TASK DESCRIPTION — Lines holding the string "Sokak" are the ones to copy from this listing.

SOURCE DATA —
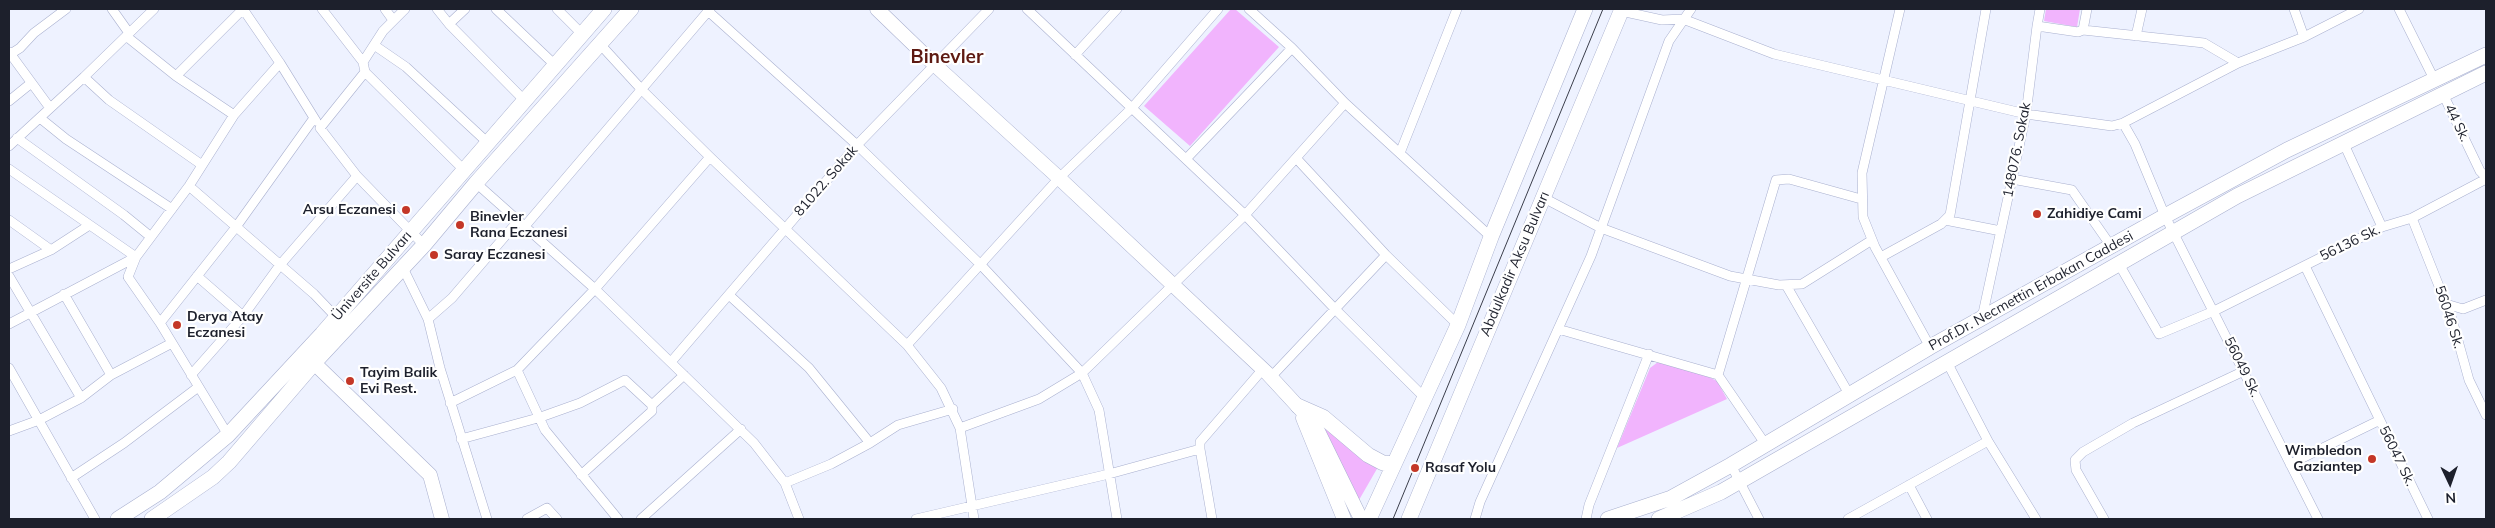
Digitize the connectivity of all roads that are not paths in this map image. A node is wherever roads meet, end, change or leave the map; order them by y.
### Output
1 (66, 9) edge
2 (112, 9) edge
3 (154, 9) edge
4 (243, 9) edge
5 (322, 9) edge
6 (385, 9) edge
7 (405, 9) edge
8 (437, 9) edge
9 (465, 9) edge
10 (496, 9) edge
11 (557, 9) edge
12 (604, 9) edge
13 (631, 9) edge
14 (877, 9) edge
15 (989, 9) edge
16 (1027, 9) edge
17 (1117, 9) edge
18 (1218, 9) edge
19 (1249, 9) edge
20 (1457, 9) edge
21 (1585, 9) edge
22 (1692, 9) edge
23 (1900, 9) edge
24 (1986, 9) edge
25 (2040, 9) edge
26 (2087, 9) edge
27 (2142, 9) edge
28 (2294, 9) edge
29 (2359, 9) edge
30 (2399, 9) edge
31 (709, 10) edge
32 (1621, 10) edge
33 (1684, 19) junction
34 (393, 20) junction
35 (449, 24) junction
36 (2037, 26) junction
37 (2083, 30) junction
38 (582, 34) junction
39 (127, 35) junction
40 (2136, 36) junction
41 (2304, 37) junction
42 (599, 43) junction
43 (374, 45) junction
44 (1292, 48) junction
45 (9, 54) edge
46 (2486, 55) edge
47 (1075, 56) junction
48 (363, 62) junction
49 (280, 63) junction
50 (2238, 63) junction
51 (555, 65) junction
52 (935, 65) junction
53 (365, 72) junction
54 (2486, 73) edge
55 (176, 76) junction
56 (84, 77) junction
57 (1883, 80) junction
58 (2435, 81) junction
59 (30, 84) junction
60 (642, 90) junction
61 (2443, 94) junction
62 (524, 100) junction
63 (9, 101) edge
64 (1970, 101) junction
65 (1346, 103) junction
66 (50, 108) junction
67 (1132, 108) junction
68 (2026, 114) junction
69 (234, 116) junction
70 (40, 118) junction
71 (314, 118) junction
72 (2123, 123) junction
73 (320, 128) junction
74 (17, 138) junction
75 (488, 142) junction
76 (2344, 144) junction
77 (857, 145) junction
78 (9, 146) edge
79 (1400, 153) junction
80 (710, 157) junction
81 (1296, 158) junction
82 (1186, 159) junction
83 (202, 165) junction
84 (9, 169) edge
85 (464, 170) junction
86 (357, 176) junction
87 (1059, 178) junction
88 (2486, 178) edge
89 (2012, 179) junction
90 (476, 183) junction
91 (189, 186) junction
92 (1542, 197) junction
93 (1861, 199) junction
94 (172, 209) junction
95 (1245, 215) junction
96 (2165, 216) junction
97 (2412, 218) junction
98 (9, 220) edge
99 (1945, 220) junction
100 (522, 224) junction
101 (88, 226) junction
102 (236, 227) junction
103 (2382, 227) junction
104 (786, 228) junction
105 (1601, 228) junction
106 (410, 232) junction
107 (2001, 232) junction
108 (2174, 232) junction
109 (151, 237) junction
110 (1491, 237) junction
111 (1872, 240) junction
112 (424, 245) junction
113 (2111, 246) junction
114 (51, 250) junction
115 (1386, 255) junction
116 (136, 257) junction
117 (1881, 257) junction
118 (2119, 264) junction
119 (280, 265) junction
120 (981, 265) junction
121 (2305, 266) junction
122 (404, 268) junction
123 (9, 270) edge
124 (9, 276) edge
125 (197, 276) junction
126 (1747, 279) junction
127 (1173, 284) junction
128 (1786, 285) junction
129 (595, 289) junction
130 (64, 294) junction
131 (728, 295) junction
132 (2486, 300) edge
133 (2446, 304) junction
134 (1334, 309) junction
135 (2214, 311) junction
136 (30, 312) junction
137 (243, 316) junction
138 (336, 317) junction
139 (1982, 318) junction
140 (428, 319) junction
141 (160, 323) junction
142 (9, 324) edge
143 (1458, 325) junction
144 (1558, 329) junction
145 (172, 343) junction
146 (907, 345) junction
147 (1930, 347) junction
148 (1650, 354) junction
149 (671, 362) junction
150 (1947, 362) junction
151 (314, 363) junction
152 (9, 368) edge
153 (517, 370) junction
154 (2244, 370) junction
155 (1082, 373) junction
156 (1267, 373) junction
157 (191, 375) junction
158 (684, 375) junction
159 (1718, 375) junction
160 (111, 376) junction
161 (198, 388) junction
162 (1849, 394) junction
163 (80, 398) junction
164 (1426, 399) junction
165 (450, 403) junction
166 (652, 405) junction
167 (1298, 406) junction
168 (953, 409) junction
169 (2486, 415) edge
170 (538, 418) junction
171 (39, 420) junction
172 (2380, 420) junction
173 (960, 428) junction
174 (9, 430) edge
175 (741, 430) junction
176 (228, 436) junction
177 (462, 439) junction
178 (1988, 441) junction
179 (870, 443) junction
180 (1766, 445) junction
181 (1200, 449) junction
182 (1394, 464) junction
183 (2290, 464) junction
184 (1732, 465) junction
185 (1109, 474) junction
186 (581, 475) junction
187 (71, 478) junction
188 (1739, 480) junction
189 (785, 482) junction
190 (1909, 485) junction
191 (971, 508) junction
192 (95, 519) edge
193 (118, 519) edge
194 (152, 519) edge
195 (442, 519) edge
196 (487, 519) edge
197 (527, 519) edge
198 (557, 519) edge
199 (618, 519) edge
200 (641, 519) edge
201 (799, 519) edge
202 (916, 519) edge
203 (974, 519) edge
204 (1117, 519) edge
205 (1212, 519) edge
206 (1344, 519) edge
207 (1361, 519) edge
208 (1368, 519) edge
209 (1409, 519) edge
210 (1475, 519) edge
211 (1586, 519) edge
212 (1608, 519) edge
213 (1659, 519) edge
214 (1759, 519) edge
215 (1848, 519) edge
216 (1927, 519) edge
217 (2036, 519) edge
218 (2104, 519) edge
219 (2318, 519) edge
220 (2428, 519) edge

1 - 45 street
2 - 39 street
3 - 39 street
4 - 49 street
4 - 55 street
5 - 48 street
6 - 34 street
7 - 34 street
8 - 35 street
9 - 35 street
10 - 51 street
11 - 38 street
12 - 38 main road, Üniversite Bulvarı
13 - 42 main road, Üniversite Bulvarı
14 - 52 street
15 - 52 street, 81022. Sokak
16 - 47 street
17 - 47 street
18 - 67 street
19 - 44 street
20 - 79 street
21 - 110 main road
22 - 33 street
23 - 57 street
24 - 64 street
25 - 36 street, 148076. Sokak
26 - 37 street
27 - 40 street
28 - 41 street
29 - 41 street
30 - 58 street
31 - 60 street
31 - 77 street
32 - 33 street
32 - 92 main road, Abdulkadir Aksu Bulvarı
33 - 57 street
33 - 105 street
34 - 43 street
35 - 62 street
36 - 37 street
36 - 68 street, 148076. Sokak
37 - 40 street
38 - 51 main road, Üniversite Bulvarı
39 - 55 street
39 - 56 street
40 - 50 street
41 - 50 street
42 - 60 street
42 - 90 main road, Üniversite Bulvarı
43 - 48 street
43 - 75 street
44 - 65 street
44 - 82 street
45 - 59 street
46 - 58 main road, Prof.Dr. Necmettin Erbakan Caddesi
47 - 67 street
48 - 53 street
49 - 69 street
49 - 71 street
50 - 72 street
51 - 62 main road, Üniversite Bulvarı
52 - 77 street, 81022. Sokak
52 - 87 street
53 - 73 street
53 - 85 street
54 - 61 main road, Prof.Dr. Necmettin Erbakan Caddesi
55 - 69 street
56 - 66 street
56 - 83 street
57 - 64 street
57 - 93 street
58 - 61 main road
58 - 96 main road, Prof.Dr. Necmettin Erbakan Caddesi
59 - 63 street
59 - 66 street
60 - 80 street
60 - 100 street
61 - 76 main road, Prof.Dr. Necmettin Erbakan Caddesi
61 - 88 street, 44 Sk.
62 - 75 main road, Üniversite Bulvarı
64 - 68 street
64 - 99 street
65 - 79 street
65 - 81 street
66 - 70 street
67 - 82 street
67 - 87 street
68 - 72 street
68 - 89 street, 148076. Sokak
69 - 83 street
70 - 74 street
70 - 94 street
71 - 73 street
71 - 102 street
72 - 96 street, 56049 Sk.
73 - 86 street
74 - 78 street
74 - 109 street
75 - 85 main road, Üniversite Bulvarı
76 - 103 street
76 - 108 main road, Prof.Dr. Necmettin Erbakan Caddesi
77 - 104 street, 81022. Sokak
77 - 120 street
79 - 110 street
80 - 104 street
80 - 129 street
81 - 95 street
81 - 115 street
82 - 95 street
83 - 91 street
84 - 101 street
85 - 106 main road, Üniversite Bulvarı
86 - 106 street
86 - 119 street
87 - 120 street
87 - 127 street
88 - 97 street, 56136 Sk.
89 - 107 street, 148076. Sokak
89 - 113 street
90 - 100 street
90 - 112 main road, Üniversite Bulvarı
91 - 94 street
91 - 102 street
92 - 105 street
92 - 209 main road, Abdulkadir Aksu Bulvarı
93 - 111 street
93 - 126 street
94 - 109 street
95 - 127 street
95 - 134 street
96 - 108 street, 56049 Sk.
96 - 113 main road, Prof.Dr. Necmettin Erbakan Caddesi
97 - 103 street, 56136 Sk.
97 - 133 street, 56046 Sk.
98 - 114 street
99 - 107 street
99 - 117 street
100 - 129 street
100 - 140 street
101 - 114 street
101 - 116 street
102 - 119 street
102 - 125 street
103 - 121 street, 56136 Sk.
104 - 131 street, 81022. Sokak
104 - 146 street
105 - 126 street
105 - 144 street
106 - 112 street
106 - 138 main road, Üniversite Bulvarı
107 - 139 street, 148076. Sokak
108 - 118 main road, Prof.Dr. Necmettin Erbakan Caddesi
108 - 135 street, 56049 Sk.
109 - 116 street
110 - 143 main road
111 - 117 street
111 - 128 street
112 - 122 main road, Üniversite Bulvarı
113 - 139 main road, Prof.Dr. Necmettin Erbakan Caddesi
114 - 123 street
115 - 134 street
115 - 143 street
116 - 130 street
116 - 141 street
117 - 147 street
118 - 135 street, 56136 Sk.
118 - 150 main road, Prof.Dr. Necmettin Erbakan Caddesi
119 - 137 street
119 - 138 street
120 - 146 street
120 - 155 street
121 - 135 street, 56136 Sk.
121 - 172 street, 56047 Sk.
122 - 140 street
122 - 151 main road, Üniversite Bulvarı
124 - 136 street
125 - 137 street
125 - 141 street
126 - 128 street
126 - 159 street
127 - 155 street
127 - 156 street
128 - 162 street
129 - 149 street
129 - 153 street
130 - 136 street
130 - 160 street
131 - 149 street, 81022. Sokak
131 - 179 street
132 - 133 street
133 - 169 street, 56046 Sk.
134 - 156 street
134 - 164 street
135 - 154 street, 56049 Sk.
136 - 142 street
136 - 163 street
137 - 157 street
138 - 176 main road, Üniversite Bulvarı
139 - 147 main road, Prof.Dr. Necmettin Erbakan Caddesi
140 - 165 street
141 - 145 street
143 - 164 main road
144 - 148 street
144 - 210 street
145 - 157 street
145 - 160 street
146 - 168 street
147 - 162 main road, Prof.Dr. Necmettin Erbakan Caddesi
148 - 159 street
148 - 211 street
149 - 158 street
150 - 178 street
150 - 188 main road, Prof.Dr. Necmettin Erbakan Caddesi
151 - 194 main road, Üniversite Bulvarı
151 - 195 street
152 - 171 street
153 - 165 street
153 - 170 street
154 - 183 street, 56049 Sk.
154 - 218 street
155 - 173 street
155 - 185 street
156 - 167 street
156 - 181 street
157 - 161 street
158 - 166 street
158 - 175 street
159 - 180 street
160 - 163 street
161 - 176 street
161 - 187 street
162 - 180 main road, Prof.Dr. Necmettin Erbakan Caddesi
163 - 171 street
164 - 182 main road
165 - 177 street
166 - 170 street
166 - 186 street
167 - 182 main road
167 - 206 street
167 - 207 street
168 - 173 street
168 - 179 street
170 - 177 street
170 - 186 street
171 - 174 street
171 - 187 street
172 - 183 street
172 - 220 street, 56047 Sk.
173 - 191 street
175 - 189 street
175 - 200 street
176 - 193 main road, Üniversite Bulvarı
177 - 196 street
178 - 190 street
178 - 217 street
179 - 189 street
180 - 184 main road, Prof.Dr. Necmettin Erbakan Caddesi
181 - 185 street
181 - 205 street
182 - 208 main road
183 - 219 street, 56049 Sk.
184 - 188 street
184 - 212 main road, Prof.Dr. Necmettin Erbakan Caddesi
185 - 191 street
185 - 204 street
186 - 199 street
187 - 192 street
188 - 213 main road, Prof.Dr. Necmettin Erbakan Caddesi
188 - 214 street
189 - 201 street
190 - 215 street
190 - 216 street
191 - 202 street
191 - 203 street
197 - 198 street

EXPECTED ANSWER —
15 - 52 street, 81022. Sokak
25 - 36 street, 148076. Sokak
36 - 68 street, 148076. Sokak
52 - 77 street, 81022. Sokak
68 - 89 street, 148076. Sokak
77 - 104 street, 81022. Sokak
89 - 107 street, 148076. Sokak
104 - 131 street, 81022. Sokak
107 - 139 street, 148076. Sokak
131 - 149 street, 81022. Sokak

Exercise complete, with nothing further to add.